• **WHAT IS BEING ASKED**:
What follows is a set of records. Retype them exactly, leaving out the pictures.

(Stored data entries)
..............................

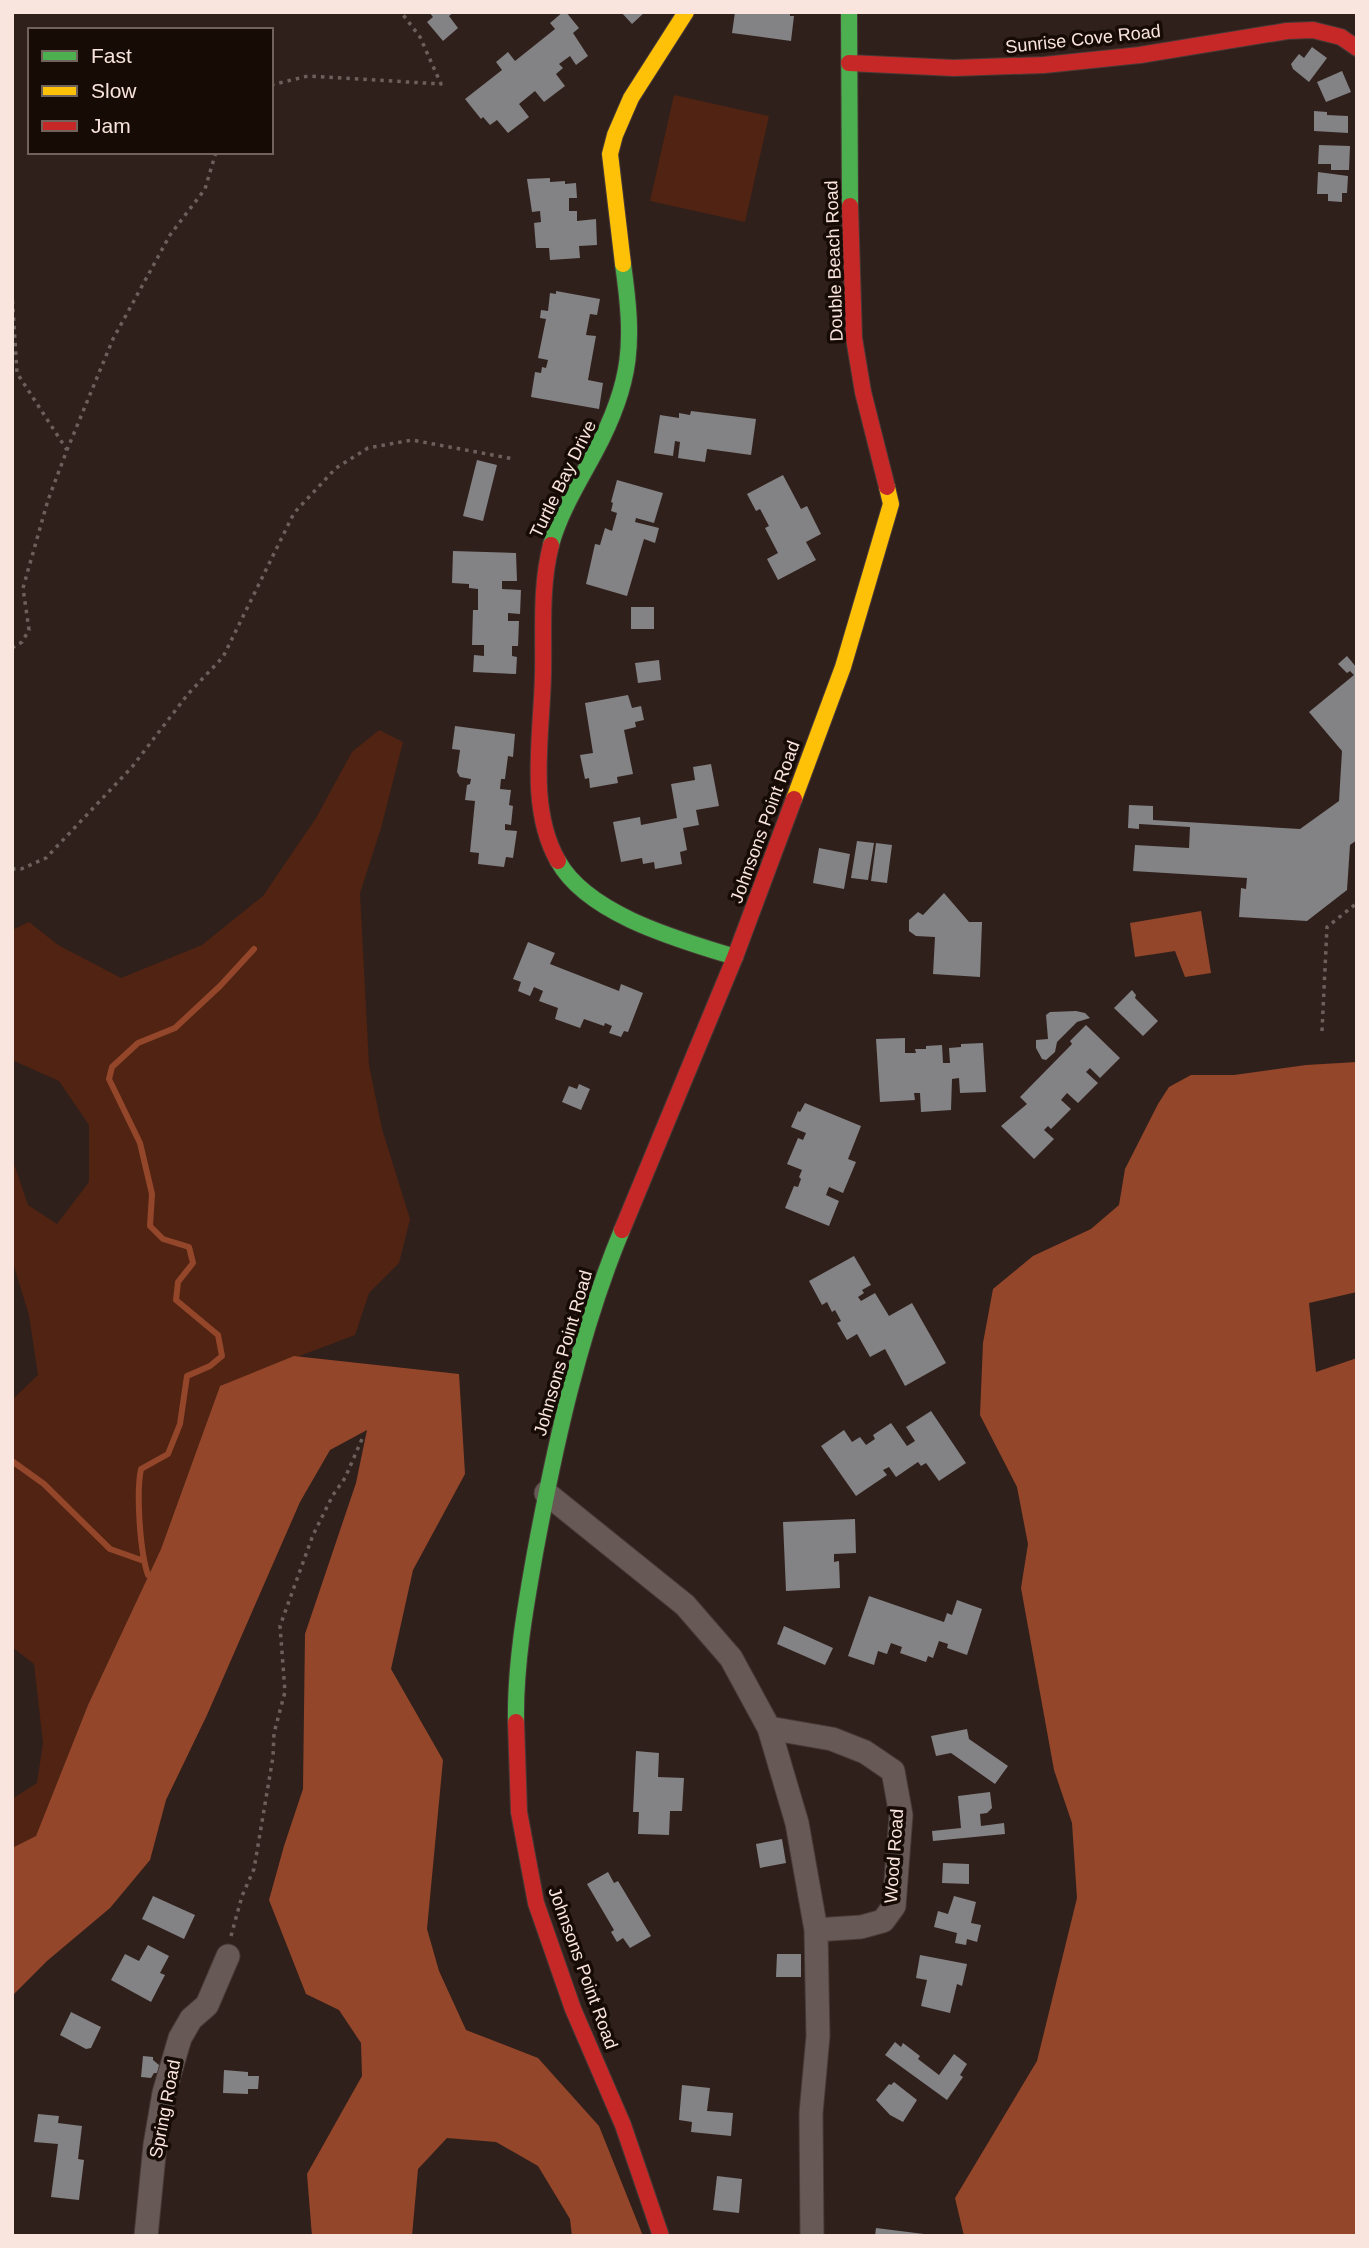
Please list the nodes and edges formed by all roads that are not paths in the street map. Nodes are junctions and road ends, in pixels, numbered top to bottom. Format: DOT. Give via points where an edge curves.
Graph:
graph roads {
  1 [pos="685,12"];
  2 [pos="849,12"];
  3 [pos="1357,48"];
  4 [pos="849,63"];
  5 [pos="891,504"];
  6 [pos="735,957"];
  7 [pos="546,1493"];
  8 [pos="769,1728"];
  9 [pos="816,1930"];
  10 [pos="228,1956"];
  11 [pos="146,2236"];
  12 [pos="661,2236"];
  13 [pos="812,2236"];
  1 -- 6 [label="street, Turtle Bay Drive" via="622,116 610,154 630,331 629,362 613,420 572,496 545,565 542,792 550,847 563,872 593,897 639,923"];
  2 -- 4 [label="street, Double Beach Road"];
  3 -- 4 [label="street, Sunrise Cove Road" via="1341,37 1313,30 1044,65 954,68"];
  4 -- 5 [label="street, Double Beach Road" via="854,338"];
  5 -- 6 [label="street, Johnsons Point Road" via="843,667"];
  6 -- 7 [label="street, Johnsons Point Road" via="610,1258 571,1385"];
  7 -- 8 [label="street" via="685,1605 731,1658"];
  7 -- 12 [label="street, Johnsons Point Road" via="522,1628 516,1709 519,1812 536,1903"];
  8 -- 9 [label="street" via="797,1823"];
  8 -- 9 [label="street, Wood Road" via="832,1740 865,1752 893,1771 901,1815 894,1906 883,1921"];
  9 -- 13 [label="street"];
  10 -- 11 [label="street, Spring Road" via="207,2005 191,2019 180,2038 155,2145"];
}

..............................

• **PROBLEM SOLUTION**:
Please list the nodes and edges formed by all roads that are not paths in the street map. Nodes are junctions and road ends, in pixels, numbered top to bottom. Format: DOT. Give via points where an edge curves.
Graph:
graph roads {
  1 [pos="685,12"];
  2 [pos="849,12"];
  3 [pos="1357,48"];
  4 [pos="849,63"];
  5 [pos="891,504"];
  6 [pos="735,957"];
  7 [pos="546,1493"];
  8 [pos="769,1728"];
  9 [pos="816,1930"];
  10 [pos="228,1956"];
  11 [pos="146,2236"];
  12 [pos="661,2236"];
  13 [pos="812,2236"];
  1 -- 6 [label="street, Turtle Bay Drive" via="622,116 610,154 630,331 629,362 613,420 572,496 545,565 542,792 550,847 563,872 593,897 639,923"];
  2 -- 4 [label="street, Double Beach Road"];
  3 -- 4 [label="street, Sunrise Cove Road" via="1341,37 1313,30 1044,65 954,68"];
  4 -- 5 [label="street, Double Beach Road" via="854,338"];
  5 -- 6 [label="street, Johnsons Point Road" via="843,667"];
  6 -- 7 [label="street, Johnsons Point Road" via="610,1258 571,1385"];
  7 -- 8 [label="street" via="685,1605 731,1658"];
  7 -- 12 [label="street, Johnsons Point Road" via="522,1628 516,1709 519,1812 536,1903"];
  8 -- 9 [label="street" via="797,1823"];
  8 -- 9 [label="street, Wood Road" via="832,1740 865,1752 893,1771 901,1815 894,1906 883,1921"];
  9 -- 13 [label="street"];
  10 -- 11 [label="street, Spring Road" via="207,2005 191,2019 180,2038 155,2145"];
}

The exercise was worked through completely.